▶ [What needs to be done]
Pull every line that holds the word "name" from the entries.

▬▬▬▬▬▬

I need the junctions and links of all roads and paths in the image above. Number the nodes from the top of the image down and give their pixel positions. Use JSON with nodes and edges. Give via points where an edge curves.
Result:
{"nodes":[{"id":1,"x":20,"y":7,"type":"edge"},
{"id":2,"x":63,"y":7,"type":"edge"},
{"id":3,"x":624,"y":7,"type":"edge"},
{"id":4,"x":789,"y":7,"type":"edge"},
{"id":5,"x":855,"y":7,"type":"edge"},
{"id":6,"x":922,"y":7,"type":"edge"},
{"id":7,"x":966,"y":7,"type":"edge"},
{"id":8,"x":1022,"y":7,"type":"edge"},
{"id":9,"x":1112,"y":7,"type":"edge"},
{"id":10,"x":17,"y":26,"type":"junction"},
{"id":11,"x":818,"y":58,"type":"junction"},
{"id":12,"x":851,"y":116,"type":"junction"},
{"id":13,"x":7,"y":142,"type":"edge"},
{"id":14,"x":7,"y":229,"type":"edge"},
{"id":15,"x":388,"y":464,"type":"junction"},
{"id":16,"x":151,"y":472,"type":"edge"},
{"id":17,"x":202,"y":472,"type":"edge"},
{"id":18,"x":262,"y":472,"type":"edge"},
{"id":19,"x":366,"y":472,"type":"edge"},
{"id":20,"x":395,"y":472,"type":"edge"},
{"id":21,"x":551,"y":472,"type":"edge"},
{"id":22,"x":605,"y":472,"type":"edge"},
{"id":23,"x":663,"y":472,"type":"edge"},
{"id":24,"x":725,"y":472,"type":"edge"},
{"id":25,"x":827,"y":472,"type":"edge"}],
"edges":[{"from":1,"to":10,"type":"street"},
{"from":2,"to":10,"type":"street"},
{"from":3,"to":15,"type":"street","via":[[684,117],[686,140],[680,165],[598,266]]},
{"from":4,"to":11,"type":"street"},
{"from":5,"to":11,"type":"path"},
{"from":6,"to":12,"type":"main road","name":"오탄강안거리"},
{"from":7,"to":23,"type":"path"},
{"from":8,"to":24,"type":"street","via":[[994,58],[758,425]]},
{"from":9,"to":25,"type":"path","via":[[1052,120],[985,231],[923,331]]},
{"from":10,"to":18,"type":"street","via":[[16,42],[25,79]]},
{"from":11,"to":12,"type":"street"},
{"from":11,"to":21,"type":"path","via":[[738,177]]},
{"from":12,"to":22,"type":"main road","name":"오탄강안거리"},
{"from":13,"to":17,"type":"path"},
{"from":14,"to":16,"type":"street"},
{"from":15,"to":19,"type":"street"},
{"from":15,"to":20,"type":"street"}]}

▬▬▬▬▬▬

▶ [Result of this task]
{"from":6,"to":12,"type":"main road","name":"오탄강안거리"},
{"from":12,"to":22,"type":"main road","name":"오탄강안거리"},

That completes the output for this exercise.